With the explosion of digital technology, the production of shorts, documentaries and feature films has taken a quantum leap. On the one hand, seniors who had earlier believed that nothing could replace the magic of celluloid have had to adjust to the new climate. On the other hand, a generation of debut filmmakers has emerged with radical ideas in both content and treatment. But the question survives as to how many can survive the uncertainties of filmmaking. The early years involve a grim struggle unless there are exceptions like Aditya Bikram Sengupta, who stormed into the mainstream with Asha Jaowar Majhe. The real inspiration that a debutant derives from such a response is that the film not only appeals to a home audience but hits circuits all over the world through countless festivals that provide a platform for small films.

The global market opens new windows in terms of commercial support. There are several first-timers like Sengupta who have impressed foreign audiences to an extent where they get funding for their next work. Several festivals have what is called a pitching session where producers listen to ideas and scriptswith keen interest.

It gives aspiring filmmakers a chance to sell their ideas. Even otherwise, there are openings for shorts and documentaries that never existed before. The Kolkata Film Festival is getting bigger with the presence of Bollywood icons and foreign visitors. It now provides an opening for beginners with the added incentive of handsome prizes — an opportunity that many have grabbed.

Predictably, much of what is received is amateurish. At the same time, there are bright spots with the clear prospect of at least some of the newcomers striking firm roots. All this became evident when there was a strong Indian contribution to the 14th Kalpanirjhar International Short Fiction Festival, which has a permanent venue and a fixed date in Kolkata — 1 November at the Max Mueller Bhavan. It is perhaps the only festival of its kind in India and survives on the support it has been getting from the Goethe Institute and Caring Minds. But the fact that it has been around for 14 years confirms the enthusiasm it has generated and is here to stay.
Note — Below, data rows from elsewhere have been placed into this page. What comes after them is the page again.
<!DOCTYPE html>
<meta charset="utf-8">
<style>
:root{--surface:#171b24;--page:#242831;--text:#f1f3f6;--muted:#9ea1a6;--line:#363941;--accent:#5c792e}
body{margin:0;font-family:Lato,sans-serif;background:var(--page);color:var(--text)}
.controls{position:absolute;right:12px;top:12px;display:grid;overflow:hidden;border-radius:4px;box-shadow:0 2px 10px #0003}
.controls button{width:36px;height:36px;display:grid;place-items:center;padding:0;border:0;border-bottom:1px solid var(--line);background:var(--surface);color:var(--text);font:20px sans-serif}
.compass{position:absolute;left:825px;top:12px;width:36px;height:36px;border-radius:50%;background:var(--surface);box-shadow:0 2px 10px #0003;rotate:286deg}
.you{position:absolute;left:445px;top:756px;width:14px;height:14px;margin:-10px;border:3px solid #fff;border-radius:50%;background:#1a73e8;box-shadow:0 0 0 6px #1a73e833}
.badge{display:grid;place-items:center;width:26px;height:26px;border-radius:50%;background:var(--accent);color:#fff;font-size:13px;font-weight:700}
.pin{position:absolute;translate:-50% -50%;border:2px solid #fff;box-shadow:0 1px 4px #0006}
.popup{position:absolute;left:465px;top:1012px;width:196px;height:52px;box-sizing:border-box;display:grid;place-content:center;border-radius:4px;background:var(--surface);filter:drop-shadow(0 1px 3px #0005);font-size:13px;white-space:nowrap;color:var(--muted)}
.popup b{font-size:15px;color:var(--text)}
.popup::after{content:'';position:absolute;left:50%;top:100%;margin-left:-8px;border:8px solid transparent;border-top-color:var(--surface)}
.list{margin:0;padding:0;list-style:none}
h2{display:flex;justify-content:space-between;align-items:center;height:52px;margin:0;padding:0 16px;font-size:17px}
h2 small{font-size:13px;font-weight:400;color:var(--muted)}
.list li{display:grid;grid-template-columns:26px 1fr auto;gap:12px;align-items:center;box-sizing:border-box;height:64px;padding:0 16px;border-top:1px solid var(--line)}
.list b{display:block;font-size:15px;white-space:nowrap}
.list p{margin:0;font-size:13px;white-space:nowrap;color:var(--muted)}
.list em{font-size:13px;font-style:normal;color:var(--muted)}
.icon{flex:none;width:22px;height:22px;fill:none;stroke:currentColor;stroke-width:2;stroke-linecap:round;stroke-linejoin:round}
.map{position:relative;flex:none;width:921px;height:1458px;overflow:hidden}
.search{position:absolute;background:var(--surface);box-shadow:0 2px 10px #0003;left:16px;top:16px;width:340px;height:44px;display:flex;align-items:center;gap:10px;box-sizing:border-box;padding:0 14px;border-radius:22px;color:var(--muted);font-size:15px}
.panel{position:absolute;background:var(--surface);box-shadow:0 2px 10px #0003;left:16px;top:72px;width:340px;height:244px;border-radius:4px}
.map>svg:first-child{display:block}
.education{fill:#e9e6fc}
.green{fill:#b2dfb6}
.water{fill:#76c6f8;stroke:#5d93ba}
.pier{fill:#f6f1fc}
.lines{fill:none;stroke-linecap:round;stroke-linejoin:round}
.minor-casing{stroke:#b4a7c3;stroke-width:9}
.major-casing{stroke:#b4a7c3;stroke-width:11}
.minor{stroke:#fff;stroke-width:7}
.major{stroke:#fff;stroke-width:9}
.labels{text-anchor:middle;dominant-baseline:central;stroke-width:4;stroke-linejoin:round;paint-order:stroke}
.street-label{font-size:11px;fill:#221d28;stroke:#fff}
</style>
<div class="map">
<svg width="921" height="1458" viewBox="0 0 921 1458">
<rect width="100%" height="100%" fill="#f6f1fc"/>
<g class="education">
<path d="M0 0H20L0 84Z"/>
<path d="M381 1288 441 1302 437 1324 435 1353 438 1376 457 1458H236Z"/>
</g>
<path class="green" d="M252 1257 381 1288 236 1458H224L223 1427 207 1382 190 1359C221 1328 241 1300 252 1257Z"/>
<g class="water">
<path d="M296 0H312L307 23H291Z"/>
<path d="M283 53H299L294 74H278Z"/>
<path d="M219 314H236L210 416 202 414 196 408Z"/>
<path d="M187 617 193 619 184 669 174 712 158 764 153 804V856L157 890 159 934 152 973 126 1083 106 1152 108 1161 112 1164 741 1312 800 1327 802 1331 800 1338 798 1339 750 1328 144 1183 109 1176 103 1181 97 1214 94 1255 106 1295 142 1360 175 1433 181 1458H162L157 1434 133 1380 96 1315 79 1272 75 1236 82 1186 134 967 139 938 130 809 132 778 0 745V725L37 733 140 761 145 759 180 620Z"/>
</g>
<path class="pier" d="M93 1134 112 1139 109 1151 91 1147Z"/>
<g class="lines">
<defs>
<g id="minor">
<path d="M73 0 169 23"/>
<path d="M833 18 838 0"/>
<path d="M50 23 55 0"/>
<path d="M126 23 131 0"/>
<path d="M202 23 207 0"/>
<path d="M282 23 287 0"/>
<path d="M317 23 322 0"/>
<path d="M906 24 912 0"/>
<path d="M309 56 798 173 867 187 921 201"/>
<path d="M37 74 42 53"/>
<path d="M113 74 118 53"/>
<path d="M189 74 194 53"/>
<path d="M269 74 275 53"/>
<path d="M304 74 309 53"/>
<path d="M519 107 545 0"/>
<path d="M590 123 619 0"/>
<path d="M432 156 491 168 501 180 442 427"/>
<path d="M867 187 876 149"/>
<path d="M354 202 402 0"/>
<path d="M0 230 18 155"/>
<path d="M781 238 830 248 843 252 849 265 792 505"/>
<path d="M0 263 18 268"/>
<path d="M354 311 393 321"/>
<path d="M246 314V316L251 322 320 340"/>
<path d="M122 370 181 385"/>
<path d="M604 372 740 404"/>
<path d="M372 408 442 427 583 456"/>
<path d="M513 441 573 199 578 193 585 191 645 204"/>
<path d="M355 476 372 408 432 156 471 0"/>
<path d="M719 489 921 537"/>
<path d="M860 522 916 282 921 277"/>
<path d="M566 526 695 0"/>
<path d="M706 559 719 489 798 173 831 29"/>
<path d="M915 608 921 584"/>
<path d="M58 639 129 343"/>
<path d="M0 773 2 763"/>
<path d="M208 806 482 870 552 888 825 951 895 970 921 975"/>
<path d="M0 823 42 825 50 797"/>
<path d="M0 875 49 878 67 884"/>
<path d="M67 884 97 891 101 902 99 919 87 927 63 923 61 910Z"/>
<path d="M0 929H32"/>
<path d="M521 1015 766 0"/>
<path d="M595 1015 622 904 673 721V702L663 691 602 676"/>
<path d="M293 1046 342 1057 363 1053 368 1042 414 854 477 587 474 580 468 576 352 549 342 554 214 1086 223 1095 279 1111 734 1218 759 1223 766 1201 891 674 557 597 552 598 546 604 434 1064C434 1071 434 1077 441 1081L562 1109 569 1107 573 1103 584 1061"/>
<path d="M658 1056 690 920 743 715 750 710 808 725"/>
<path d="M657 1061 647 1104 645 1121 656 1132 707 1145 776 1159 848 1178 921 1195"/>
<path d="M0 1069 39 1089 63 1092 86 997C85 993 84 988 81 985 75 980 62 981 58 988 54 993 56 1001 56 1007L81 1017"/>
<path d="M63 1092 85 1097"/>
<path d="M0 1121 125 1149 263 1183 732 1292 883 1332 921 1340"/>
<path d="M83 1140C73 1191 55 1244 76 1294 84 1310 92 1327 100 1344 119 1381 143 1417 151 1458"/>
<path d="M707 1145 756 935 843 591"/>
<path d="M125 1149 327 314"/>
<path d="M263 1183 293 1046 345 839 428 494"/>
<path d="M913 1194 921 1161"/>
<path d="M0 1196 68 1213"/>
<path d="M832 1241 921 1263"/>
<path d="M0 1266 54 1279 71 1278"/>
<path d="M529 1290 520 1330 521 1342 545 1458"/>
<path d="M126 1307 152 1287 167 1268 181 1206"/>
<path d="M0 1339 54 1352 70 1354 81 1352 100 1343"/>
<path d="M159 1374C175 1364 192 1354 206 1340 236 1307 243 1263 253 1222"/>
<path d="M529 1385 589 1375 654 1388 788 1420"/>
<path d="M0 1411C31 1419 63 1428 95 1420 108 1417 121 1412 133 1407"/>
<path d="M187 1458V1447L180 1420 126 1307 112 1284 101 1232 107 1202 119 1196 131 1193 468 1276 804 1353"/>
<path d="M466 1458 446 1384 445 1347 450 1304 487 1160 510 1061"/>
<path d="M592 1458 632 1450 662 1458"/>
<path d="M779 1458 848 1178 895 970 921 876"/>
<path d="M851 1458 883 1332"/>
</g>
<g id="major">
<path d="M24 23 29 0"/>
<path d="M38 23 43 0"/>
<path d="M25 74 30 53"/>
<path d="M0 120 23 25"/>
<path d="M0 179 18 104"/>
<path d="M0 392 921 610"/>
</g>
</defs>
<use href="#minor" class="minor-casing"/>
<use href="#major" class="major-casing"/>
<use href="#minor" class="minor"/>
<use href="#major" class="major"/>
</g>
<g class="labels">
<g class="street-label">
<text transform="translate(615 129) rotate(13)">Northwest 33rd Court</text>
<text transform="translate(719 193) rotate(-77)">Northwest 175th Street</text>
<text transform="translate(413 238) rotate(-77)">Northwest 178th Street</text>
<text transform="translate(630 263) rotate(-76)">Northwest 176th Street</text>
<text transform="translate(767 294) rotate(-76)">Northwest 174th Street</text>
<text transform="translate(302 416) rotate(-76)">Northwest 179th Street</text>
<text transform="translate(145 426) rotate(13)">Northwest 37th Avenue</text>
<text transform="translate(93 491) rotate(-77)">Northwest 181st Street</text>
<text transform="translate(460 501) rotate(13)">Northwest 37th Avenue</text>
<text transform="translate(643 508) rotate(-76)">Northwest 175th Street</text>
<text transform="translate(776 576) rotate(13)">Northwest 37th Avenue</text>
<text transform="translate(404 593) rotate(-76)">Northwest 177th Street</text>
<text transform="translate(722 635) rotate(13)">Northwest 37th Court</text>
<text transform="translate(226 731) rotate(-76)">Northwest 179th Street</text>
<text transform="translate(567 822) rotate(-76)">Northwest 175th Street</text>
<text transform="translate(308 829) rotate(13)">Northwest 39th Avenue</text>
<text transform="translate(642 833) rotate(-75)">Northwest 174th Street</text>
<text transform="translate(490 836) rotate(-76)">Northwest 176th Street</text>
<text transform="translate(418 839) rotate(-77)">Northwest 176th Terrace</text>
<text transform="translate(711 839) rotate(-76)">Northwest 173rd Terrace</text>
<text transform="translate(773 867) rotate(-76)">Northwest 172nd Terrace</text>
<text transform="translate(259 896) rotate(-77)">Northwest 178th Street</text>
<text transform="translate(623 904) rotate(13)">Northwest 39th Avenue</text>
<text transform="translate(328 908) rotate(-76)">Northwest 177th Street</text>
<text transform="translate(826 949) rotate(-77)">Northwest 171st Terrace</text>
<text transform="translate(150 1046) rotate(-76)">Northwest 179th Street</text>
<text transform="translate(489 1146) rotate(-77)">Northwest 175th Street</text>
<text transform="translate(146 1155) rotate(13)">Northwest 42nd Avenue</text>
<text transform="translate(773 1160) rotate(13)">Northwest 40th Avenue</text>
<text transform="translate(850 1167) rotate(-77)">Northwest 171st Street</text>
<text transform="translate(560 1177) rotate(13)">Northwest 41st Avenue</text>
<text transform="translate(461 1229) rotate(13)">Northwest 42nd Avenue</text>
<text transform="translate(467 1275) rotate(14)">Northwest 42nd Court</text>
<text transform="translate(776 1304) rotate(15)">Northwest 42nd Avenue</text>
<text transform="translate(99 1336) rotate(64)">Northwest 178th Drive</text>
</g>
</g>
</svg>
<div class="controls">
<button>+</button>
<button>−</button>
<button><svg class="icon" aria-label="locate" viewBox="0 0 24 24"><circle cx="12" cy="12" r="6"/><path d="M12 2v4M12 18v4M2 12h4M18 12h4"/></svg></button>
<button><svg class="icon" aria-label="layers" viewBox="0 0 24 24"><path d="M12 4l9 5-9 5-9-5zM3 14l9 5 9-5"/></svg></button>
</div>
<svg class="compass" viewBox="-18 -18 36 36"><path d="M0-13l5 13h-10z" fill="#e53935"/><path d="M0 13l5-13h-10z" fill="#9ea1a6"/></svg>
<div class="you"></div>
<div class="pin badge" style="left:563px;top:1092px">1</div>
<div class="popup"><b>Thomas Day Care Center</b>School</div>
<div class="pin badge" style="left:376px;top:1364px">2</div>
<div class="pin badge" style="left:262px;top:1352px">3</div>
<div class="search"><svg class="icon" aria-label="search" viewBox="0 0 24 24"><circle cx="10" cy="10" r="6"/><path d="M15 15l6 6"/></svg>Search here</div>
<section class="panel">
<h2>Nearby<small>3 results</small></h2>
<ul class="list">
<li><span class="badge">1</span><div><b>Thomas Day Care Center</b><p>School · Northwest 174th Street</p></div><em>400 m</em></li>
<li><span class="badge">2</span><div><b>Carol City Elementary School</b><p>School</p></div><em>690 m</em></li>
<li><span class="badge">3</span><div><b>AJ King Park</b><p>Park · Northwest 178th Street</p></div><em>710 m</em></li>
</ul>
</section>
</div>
There are countless young people who have acquired a passion for cinema and have discovered that a bit of resourcefulness added to the passion can result in films with a running time of anything between three and 30 minutes. Even a short film with an interesting idea or story can pave the way for a bigger future.

Essentially, however, the festival has an academic interest and uniqueness that find audiences thronging to see more than 100 films from nearly 30 countries.

What distinguishes Kalpanirjhar is the opportunity to be updated on the global scenario for short fiction films. The format is a test is more ways than one — the ability to tell a story with precision and purpose and to work meaningfully within a limited time-frame. It is a form that has developed with exciting results in Europe and has now come to India through predominantly independent channels.  There is an inspiring sense of freedom and freshness that is an integral part of short fiction films. France was the country focus while the selections from Berlinale and Capalbio revealed the lively spirit in which these shorts are made. The tone ranges from comic insights into life to more serious issues. M Seeks F, for instance, is a 12-minute investigation of a creative crisis during which a painter needs to find his muse. This contrasts sharply with the hilarious portrait of a disjointed world in a series of films that Pierre Etaix made more than 50 years ago.

Particularly enjoyable was Happy Anniversary, where the great occasion for the couple is cruelly, but hilariously, killed by a traffic jam. The actor-director needs no language for the gags that are pulled off with an extraordinary sense of timing and inevitability.

Much the same impression survives in the packages received from Berlinale and Capalbio. There are small stories of human interest as well as animation films that offer telling comments on human conduct. But the most interesting takeaway from the festival is the contribution from young Indian debutants. Here we find a virtual explosion of offbeat ideas that can only be expressed in the short fiction format.

Prantik Basu’s Sokhisona was adjudged the best entry this year. But there were quite a number that revealed exciting prospects. A Silly Game makes a telling comment on how the seeds of violence are sown in the minds of children. Hundred Rupees talks about the deep-rooted menace of corruption in a compact

nine-minute capsule, while a 12-minute film sheds light on how IT will control human life 13 years from now.

Interestingly, Soumitra Chatterjee, after his experience of Ahalya, returns to the same format in The Lone Traveller, where he plays a veteran actor and playwright sustaining a zest for life. Fortunately, many of these films will be seen in the Kolkata Film Festival as well. But the most inspiring aspect of Kalpanirjhar is the discovery of those with genuine talent who stand out in the crowd.